→ SOURCE MATERIAL:
##############################
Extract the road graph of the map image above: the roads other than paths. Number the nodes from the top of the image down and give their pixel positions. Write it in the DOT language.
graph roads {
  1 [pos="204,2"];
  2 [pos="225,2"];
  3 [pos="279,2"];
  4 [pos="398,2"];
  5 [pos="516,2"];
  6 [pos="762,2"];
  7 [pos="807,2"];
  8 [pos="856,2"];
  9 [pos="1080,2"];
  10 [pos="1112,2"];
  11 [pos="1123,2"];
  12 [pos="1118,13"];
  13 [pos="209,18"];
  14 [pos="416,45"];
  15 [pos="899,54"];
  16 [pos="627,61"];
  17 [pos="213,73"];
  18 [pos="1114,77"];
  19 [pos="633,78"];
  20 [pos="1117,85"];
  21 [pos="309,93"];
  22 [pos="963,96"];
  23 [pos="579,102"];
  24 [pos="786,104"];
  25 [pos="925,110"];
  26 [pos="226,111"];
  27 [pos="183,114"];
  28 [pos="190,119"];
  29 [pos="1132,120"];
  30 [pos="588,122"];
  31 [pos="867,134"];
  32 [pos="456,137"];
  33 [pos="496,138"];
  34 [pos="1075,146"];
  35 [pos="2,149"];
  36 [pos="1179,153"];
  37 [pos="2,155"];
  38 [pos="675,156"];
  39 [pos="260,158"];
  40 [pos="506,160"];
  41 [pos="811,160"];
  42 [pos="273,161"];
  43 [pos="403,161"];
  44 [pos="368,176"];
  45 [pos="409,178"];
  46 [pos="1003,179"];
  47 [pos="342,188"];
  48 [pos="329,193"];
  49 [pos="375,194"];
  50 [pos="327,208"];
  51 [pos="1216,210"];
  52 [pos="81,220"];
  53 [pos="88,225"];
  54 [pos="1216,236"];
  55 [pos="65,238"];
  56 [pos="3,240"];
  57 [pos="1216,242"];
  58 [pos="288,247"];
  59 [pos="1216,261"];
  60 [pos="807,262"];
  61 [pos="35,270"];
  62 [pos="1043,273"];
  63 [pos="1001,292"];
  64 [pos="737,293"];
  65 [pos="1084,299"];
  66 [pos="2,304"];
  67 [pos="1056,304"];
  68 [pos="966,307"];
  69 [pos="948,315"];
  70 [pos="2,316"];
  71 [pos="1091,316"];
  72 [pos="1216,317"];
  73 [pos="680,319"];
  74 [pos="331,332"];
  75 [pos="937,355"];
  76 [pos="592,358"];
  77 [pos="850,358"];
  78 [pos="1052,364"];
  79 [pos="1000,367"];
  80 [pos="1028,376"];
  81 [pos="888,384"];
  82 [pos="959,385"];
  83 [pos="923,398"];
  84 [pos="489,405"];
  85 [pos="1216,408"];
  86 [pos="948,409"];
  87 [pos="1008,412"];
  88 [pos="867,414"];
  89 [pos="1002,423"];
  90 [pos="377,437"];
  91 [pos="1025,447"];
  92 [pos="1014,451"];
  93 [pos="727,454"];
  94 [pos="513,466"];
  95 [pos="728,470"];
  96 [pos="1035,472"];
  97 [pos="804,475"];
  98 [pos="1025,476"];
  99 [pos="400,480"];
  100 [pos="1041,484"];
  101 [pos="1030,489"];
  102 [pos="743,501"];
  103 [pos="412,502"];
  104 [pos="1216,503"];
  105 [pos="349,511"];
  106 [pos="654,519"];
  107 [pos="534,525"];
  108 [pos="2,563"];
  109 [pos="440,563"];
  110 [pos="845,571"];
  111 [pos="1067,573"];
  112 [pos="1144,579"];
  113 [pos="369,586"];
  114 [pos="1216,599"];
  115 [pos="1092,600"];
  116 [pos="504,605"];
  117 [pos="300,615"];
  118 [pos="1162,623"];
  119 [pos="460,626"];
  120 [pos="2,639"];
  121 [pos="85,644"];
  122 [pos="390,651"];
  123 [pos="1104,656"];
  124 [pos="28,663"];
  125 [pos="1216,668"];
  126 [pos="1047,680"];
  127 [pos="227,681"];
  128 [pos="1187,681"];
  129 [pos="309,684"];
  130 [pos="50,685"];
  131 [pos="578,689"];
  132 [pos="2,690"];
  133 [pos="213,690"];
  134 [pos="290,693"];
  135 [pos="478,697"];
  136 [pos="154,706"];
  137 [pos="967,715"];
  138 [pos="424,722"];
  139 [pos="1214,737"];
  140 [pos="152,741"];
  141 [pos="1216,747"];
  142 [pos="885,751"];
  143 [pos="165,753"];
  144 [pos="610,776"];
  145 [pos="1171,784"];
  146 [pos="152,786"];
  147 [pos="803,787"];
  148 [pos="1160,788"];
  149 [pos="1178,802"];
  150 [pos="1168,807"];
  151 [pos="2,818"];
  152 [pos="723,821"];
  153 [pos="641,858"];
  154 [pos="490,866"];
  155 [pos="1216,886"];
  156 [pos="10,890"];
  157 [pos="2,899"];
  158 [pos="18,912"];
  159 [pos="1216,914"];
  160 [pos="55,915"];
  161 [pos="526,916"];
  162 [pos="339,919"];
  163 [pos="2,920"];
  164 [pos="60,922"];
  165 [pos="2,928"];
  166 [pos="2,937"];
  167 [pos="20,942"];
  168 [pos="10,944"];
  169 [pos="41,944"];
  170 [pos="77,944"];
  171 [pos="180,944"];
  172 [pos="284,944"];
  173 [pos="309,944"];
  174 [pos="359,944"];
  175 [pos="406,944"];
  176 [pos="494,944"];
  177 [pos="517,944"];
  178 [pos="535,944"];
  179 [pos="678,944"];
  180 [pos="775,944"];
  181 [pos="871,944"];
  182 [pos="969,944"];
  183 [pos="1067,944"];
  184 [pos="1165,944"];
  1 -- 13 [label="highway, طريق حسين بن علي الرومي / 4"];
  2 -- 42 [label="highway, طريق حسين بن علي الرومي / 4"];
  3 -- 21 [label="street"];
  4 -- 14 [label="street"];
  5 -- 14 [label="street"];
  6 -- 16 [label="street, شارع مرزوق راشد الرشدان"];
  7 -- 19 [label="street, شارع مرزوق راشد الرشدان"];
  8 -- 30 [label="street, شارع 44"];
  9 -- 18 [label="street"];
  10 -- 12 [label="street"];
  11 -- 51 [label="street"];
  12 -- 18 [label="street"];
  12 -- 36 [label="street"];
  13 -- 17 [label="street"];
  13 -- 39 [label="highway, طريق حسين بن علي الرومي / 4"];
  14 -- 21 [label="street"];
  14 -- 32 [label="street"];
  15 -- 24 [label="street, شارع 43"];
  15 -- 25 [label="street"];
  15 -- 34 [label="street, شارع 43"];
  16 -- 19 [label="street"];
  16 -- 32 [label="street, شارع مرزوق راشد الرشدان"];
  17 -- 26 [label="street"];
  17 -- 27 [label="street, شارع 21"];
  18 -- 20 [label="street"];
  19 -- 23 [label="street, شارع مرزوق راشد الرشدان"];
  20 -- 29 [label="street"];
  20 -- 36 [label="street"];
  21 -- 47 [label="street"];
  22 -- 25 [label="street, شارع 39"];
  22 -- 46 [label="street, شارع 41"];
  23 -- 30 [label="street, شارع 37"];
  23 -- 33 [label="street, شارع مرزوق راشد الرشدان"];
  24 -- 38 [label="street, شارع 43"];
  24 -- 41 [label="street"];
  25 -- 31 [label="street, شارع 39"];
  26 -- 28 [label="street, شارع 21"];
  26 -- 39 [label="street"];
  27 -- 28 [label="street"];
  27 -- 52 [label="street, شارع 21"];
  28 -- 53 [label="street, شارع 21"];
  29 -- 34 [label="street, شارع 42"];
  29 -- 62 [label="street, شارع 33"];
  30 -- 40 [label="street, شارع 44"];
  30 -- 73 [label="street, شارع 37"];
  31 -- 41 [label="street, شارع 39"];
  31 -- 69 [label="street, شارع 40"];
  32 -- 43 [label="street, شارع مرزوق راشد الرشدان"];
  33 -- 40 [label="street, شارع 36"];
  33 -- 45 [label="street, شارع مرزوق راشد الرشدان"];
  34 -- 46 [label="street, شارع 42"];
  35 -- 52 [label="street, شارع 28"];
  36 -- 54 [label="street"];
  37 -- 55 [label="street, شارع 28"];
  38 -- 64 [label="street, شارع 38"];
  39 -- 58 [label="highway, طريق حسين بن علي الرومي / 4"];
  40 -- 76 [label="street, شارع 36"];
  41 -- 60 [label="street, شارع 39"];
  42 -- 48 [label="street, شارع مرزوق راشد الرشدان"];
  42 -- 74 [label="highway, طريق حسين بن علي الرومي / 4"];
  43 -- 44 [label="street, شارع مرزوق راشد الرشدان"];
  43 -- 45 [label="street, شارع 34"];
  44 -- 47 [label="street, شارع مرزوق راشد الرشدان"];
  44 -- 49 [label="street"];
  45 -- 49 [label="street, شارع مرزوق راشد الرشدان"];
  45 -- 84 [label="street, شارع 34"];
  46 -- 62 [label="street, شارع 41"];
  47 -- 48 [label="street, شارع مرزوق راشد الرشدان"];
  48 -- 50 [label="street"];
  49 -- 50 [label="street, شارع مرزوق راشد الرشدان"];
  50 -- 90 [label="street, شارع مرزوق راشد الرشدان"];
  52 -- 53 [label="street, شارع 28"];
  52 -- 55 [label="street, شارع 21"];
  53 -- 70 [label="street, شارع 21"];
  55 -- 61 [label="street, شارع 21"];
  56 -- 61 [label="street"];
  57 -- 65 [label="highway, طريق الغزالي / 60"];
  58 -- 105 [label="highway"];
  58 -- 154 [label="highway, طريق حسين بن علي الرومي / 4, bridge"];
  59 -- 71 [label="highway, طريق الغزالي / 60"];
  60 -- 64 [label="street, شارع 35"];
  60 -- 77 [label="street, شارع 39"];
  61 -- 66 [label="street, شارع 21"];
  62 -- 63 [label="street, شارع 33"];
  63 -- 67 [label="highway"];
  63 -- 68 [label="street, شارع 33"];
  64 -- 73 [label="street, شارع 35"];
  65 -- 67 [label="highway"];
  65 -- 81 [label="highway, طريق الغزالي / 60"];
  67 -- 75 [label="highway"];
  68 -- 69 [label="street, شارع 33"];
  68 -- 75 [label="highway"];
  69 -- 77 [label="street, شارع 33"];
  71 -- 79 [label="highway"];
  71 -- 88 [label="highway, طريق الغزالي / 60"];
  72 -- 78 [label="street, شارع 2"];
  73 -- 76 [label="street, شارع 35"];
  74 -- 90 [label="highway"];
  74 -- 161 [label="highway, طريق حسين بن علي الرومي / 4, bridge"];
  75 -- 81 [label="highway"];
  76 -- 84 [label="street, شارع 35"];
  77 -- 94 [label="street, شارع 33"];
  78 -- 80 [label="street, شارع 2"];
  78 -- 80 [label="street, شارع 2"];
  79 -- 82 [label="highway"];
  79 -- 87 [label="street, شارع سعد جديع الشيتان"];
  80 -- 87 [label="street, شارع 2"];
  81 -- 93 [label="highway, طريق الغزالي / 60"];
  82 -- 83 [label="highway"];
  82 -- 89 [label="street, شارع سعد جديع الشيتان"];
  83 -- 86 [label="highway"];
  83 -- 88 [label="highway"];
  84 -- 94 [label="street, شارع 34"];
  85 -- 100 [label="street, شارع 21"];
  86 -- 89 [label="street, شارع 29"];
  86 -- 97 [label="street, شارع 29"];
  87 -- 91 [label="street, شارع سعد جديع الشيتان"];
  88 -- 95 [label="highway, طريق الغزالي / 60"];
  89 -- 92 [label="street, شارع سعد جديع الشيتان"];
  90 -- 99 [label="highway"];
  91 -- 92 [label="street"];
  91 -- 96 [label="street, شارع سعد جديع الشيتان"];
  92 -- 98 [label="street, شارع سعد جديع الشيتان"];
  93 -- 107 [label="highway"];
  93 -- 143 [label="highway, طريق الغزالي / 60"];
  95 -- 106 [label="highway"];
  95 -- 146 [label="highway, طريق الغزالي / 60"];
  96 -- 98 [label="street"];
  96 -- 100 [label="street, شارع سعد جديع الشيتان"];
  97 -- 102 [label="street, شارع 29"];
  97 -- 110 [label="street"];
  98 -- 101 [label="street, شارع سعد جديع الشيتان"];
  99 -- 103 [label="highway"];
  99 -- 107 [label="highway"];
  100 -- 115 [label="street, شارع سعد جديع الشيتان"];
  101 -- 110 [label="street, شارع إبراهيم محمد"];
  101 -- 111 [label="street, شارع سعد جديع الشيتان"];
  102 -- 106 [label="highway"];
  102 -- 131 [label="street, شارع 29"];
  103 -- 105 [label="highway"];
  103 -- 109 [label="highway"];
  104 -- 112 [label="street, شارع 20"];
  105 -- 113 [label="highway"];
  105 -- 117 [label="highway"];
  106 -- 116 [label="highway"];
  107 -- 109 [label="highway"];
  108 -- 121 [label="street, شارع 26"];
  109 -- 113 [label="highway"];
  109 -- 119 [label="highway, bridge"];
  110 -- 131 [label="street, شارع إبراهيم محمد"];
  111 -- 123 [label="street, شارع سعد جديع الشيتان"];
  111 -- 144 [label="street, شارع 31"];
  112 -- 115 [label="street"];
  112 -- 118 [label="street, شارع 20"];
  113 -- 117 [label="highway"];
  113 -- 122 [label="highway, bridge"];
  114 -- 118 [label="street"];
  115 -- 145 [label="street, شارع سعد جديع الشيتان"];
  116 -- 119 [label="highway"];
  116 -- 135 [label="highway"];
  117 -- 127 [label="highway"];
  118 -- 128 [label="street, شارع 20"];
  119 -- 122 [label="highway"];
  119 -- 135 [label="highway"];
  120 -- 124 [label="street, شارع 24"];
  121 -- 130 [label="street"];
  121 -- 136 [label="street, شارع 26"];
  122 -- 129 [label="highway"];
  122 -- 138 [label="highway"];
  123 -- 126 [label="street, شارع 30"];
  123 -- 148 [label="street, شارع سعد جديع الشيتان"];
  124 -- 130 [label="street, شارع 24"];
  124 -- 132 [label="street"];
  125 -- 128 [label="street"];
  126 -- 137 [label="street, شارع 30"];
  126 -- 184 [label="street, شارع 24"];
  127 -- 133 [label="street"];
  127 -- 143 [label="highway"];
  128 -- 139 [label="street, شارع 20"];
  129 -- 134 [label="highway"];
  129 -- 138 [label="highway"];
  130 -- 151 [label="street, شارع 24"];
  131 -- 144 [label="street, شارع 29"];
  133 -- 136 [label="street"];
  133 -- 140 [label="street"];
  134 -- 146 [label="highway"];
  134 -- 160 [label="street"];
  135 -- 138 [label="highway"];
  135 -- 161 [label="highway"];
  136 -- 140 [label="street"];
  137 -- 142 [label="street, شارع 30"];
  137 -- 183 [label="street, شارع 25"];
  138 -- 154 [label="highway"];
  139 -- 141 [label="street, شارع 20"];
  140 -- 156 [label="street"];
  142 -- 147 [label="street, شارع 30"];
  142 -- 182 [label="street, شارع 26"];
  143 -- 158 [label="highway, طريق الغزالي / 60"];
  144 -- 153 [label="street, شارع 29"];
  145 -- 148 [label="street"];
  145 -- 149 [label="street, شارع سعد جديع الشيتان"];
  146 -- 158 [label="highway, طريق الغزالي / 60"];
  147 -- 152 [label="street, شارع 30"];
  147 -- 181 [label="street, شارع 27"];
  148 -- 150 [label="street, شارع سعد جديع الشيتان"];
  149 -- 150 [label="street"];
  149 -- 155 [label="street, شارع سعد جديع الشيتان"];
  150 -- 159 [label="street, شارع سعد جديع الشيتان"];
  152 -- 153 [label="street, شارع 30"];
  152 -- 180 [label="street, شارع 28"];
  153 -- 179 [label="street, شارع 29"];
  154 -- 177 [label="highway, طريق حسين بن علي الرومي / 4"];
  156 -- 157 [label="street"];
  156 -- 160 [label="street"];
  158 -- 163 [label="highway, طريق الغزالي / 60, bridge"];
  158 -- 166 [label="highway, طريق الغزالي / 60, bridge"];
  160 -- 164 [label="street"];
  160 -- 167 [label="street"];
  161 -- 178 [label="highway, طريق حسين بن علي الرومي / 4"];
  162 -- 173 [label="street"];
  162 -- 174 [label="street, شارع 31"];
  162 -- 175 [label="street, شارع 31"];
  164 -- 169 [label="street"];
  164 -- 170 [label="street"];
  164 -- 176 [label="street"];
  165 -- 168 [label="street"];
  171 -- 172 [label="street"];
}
##############################
→ WHAT YOU SHOULD DO:
Please find each line in the records above that holds the word "bridge", and copy it.

→ ANSWER TO THE PROBLEM:
  58 -- 154 [label="highway, طريق حسين بن علي الرومي / 4, bridge"];
  74 -- 161 [label="highway, طريق حسين بن علي الرومي / 4, bridge"];
  109 -- 119 [label="highway, bridge"];
  113 -- 122 [label="highway, bridge"];
  158 -- 163 [label="highway, طريق الغزالي / 60, bridge"];
  158 -- 166 [label="highway, طريق الغزالي / 60, bridge"];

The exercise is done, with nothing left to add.